Set max_deliver to cap redelivery attempts. Prevent infinite redelivery loops by limiting how many times a message can be redelivered:

nats consumer edit ORDERS my-consumer --max-deliver 5

Monitor with Insights. Synadia Insights evaluates CONSUMER_006 against your configured threshold, alerting before the ack-pending count reaches max_ack_pending and causes the server to stop delivering messages.

Frequently asked questions

What’s the difference between num_ack_pending and num_pending?

num_ack_pending is messages delivered but not yet acknowledged — they’re actively being processed (or waiting to be redelivered). num_pending is messages in the stream that haven’t been delivered to this consumer yet — the backlog. A healthy consumer has low num_ack_pending and decreasing num_pending. High num_ack_pending with growing num_pending means the consumer is stuck.

How do I set the threshold for this check?

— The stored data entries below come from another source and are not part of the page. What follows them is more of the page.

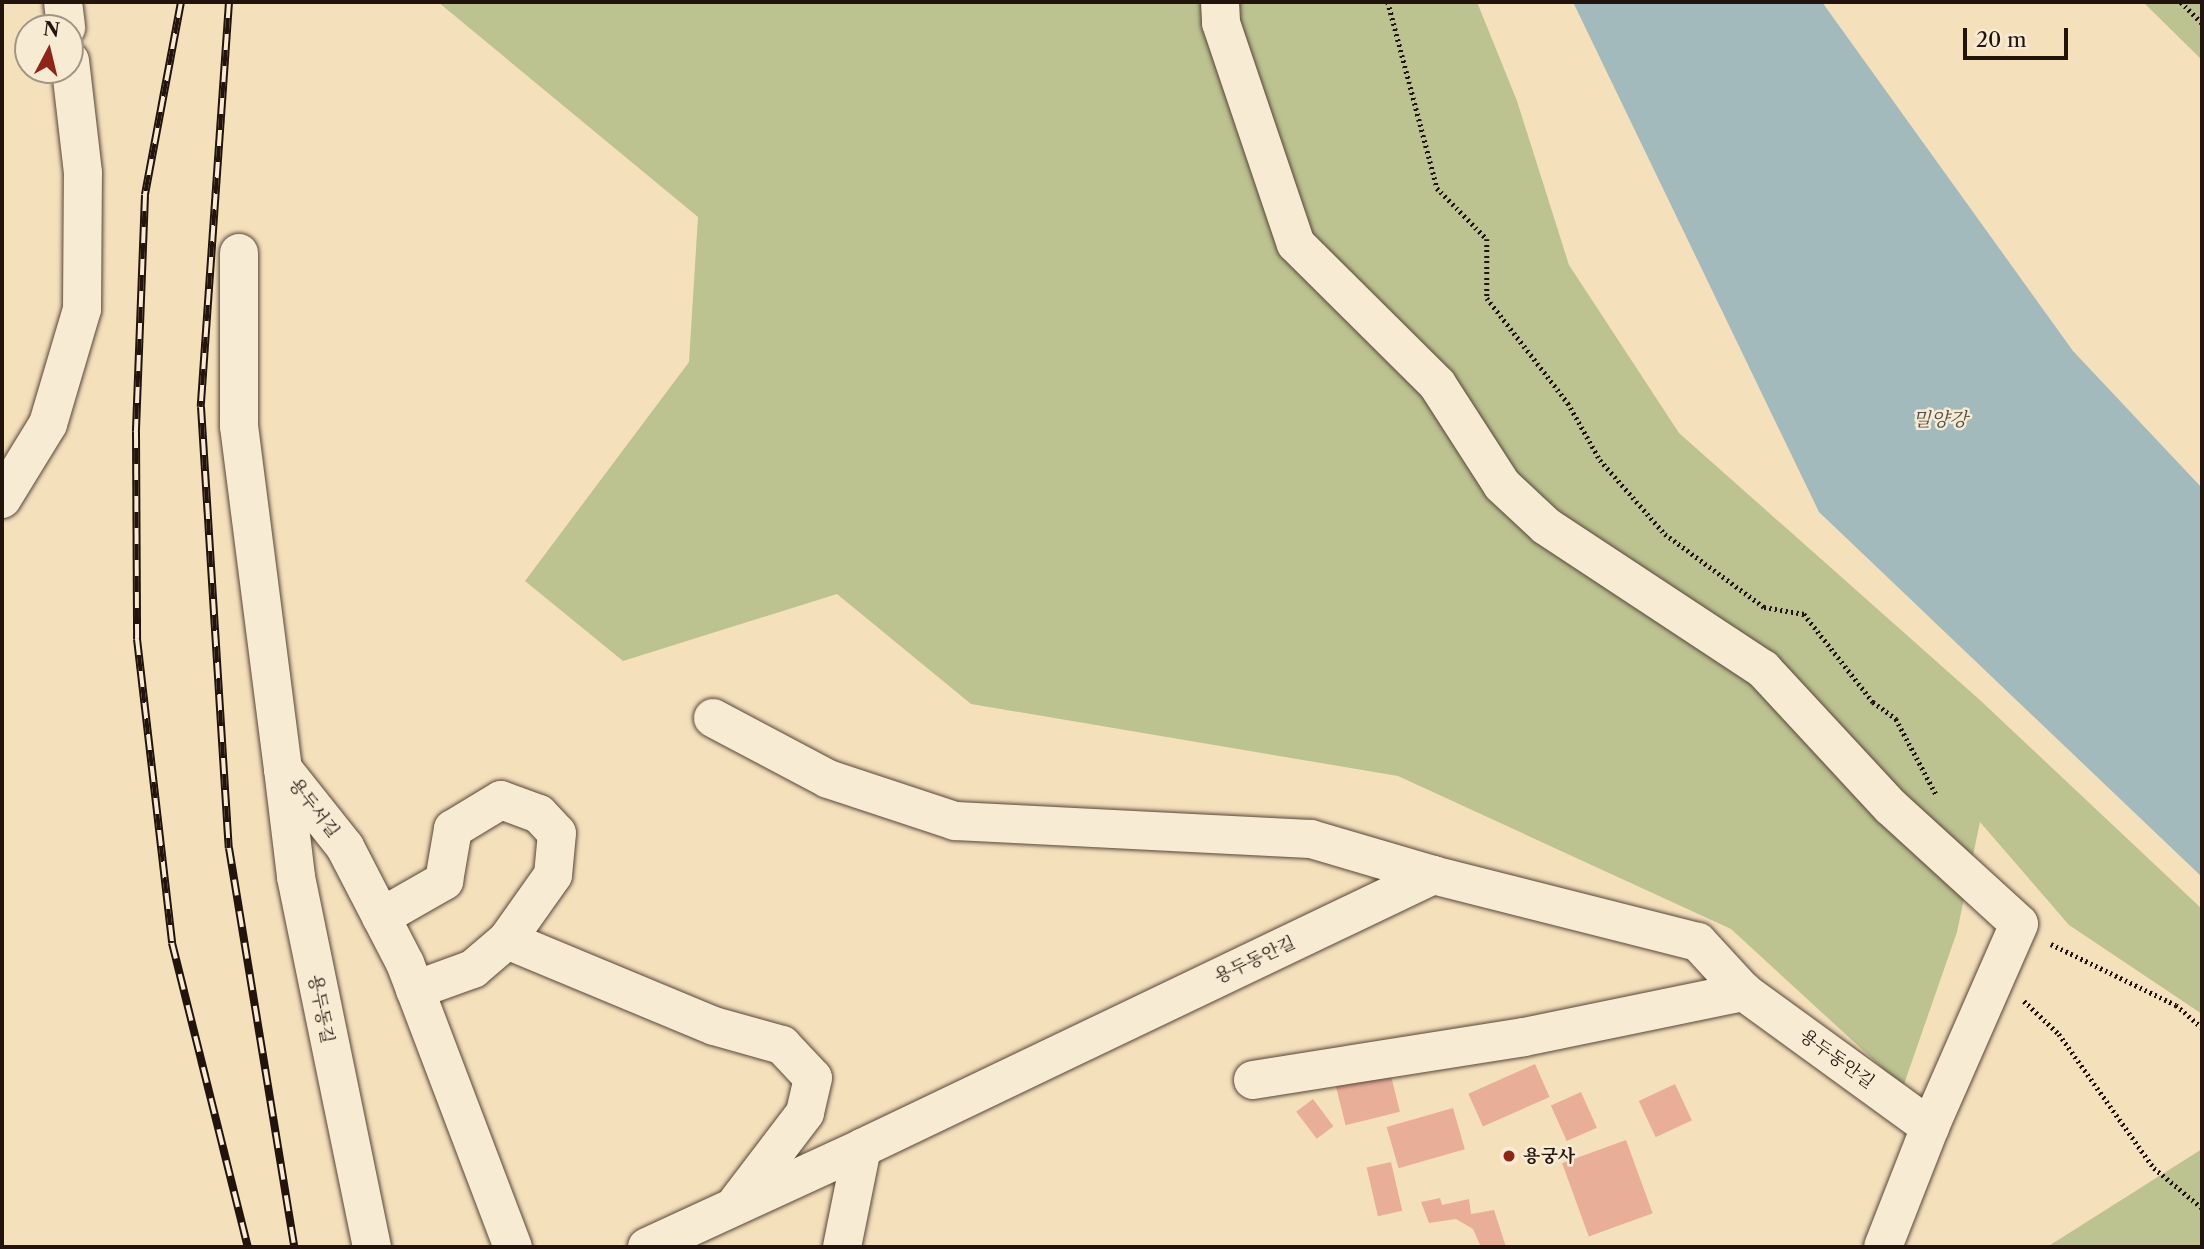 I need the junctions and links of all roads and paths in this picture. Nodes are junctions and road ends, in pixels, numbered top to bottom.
1 (1220, 2) edge
2 (1388, 2) edge
3 (2181, 2) edge
4 (2202, 23) edge
5 (73, 84) edge
6 (239, 253) dead end
7 (2, 499) edge
8 (713, 718) dead end
9 (283, 769) junction
10 (1940, 803) dead end
11 (1433, 875) junction
12 (381, 917) junction
13 (2019, 924) junction
14 (507, 940) junction
15 (2003, 960) junction
16 (415, 990) junction
17 (1744, 992) junction
18 (2202, 1028) edge
19 (1253, 1080) dead end
20 (1930, 1127) junction
21 (862, 1148) junction
22 (738, 1201) junction
23 (2202, 1208) edge
24 (372, 1247) edge
25 (513, 1247) edge
26 (647, 1247) edge
27 (842, 1247) edge
28 (1883, 1247) edge

1 - 13 street
2 - 10 path
3 - 4 path
5 - 7 street
6 - 9 street, 용두서길
8 - 11 street
9 - 12 street, 용두서길
9 - 24 street, 용두동길
11 - 17 street, 용두동안길
11 - 21 street, 용두동안길
12 - 14 street
12 - 16 street, 용두서길
13 - 15 street
13 - 18 path
14 - 16 street
14 - 22 street
15 - 20 street
15 - 23 path
16 - 25 street, 용두서길
17 - 19 street
17 - 20 street, 용두동안길
20 - 28 street
21 - 22 street, 용두동안길
21 - 27 street
22 - 26 street, 용두동안길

The threshold is set via the io.nats.monitor.outstanding-ack-critical metadata key on the stream or consumer configuration. Set it based on your expected processing capacity: if your consumer can handle 1,000 in-flight messages, set the threshold to 800 (80%) to alert before saturation. Synadia Insights reads this metadata automatically.

Does lowering max_ack_pending fix the problem?

It controls the symptom, not the cause. Lowering max_ack_pending prevents the server from overwhelming the consumer, which stabilizes the system. But the root cause — slow processing, short ack_wait, or insufficient consumer instances — still needs to be addressed. Think of max_ack_pending as a safety valve, not a fix.

Can I Nak all pending messages to clear the backlog?

You can, but it doesn’t help — Nak causes immediate redelivery, which puts the messages right back into ack-pending. If you want to skip messages, use msg.Term() to permanently terminate their delivery (they won’t be redelivered). Use this only for messages you’re willing to lose.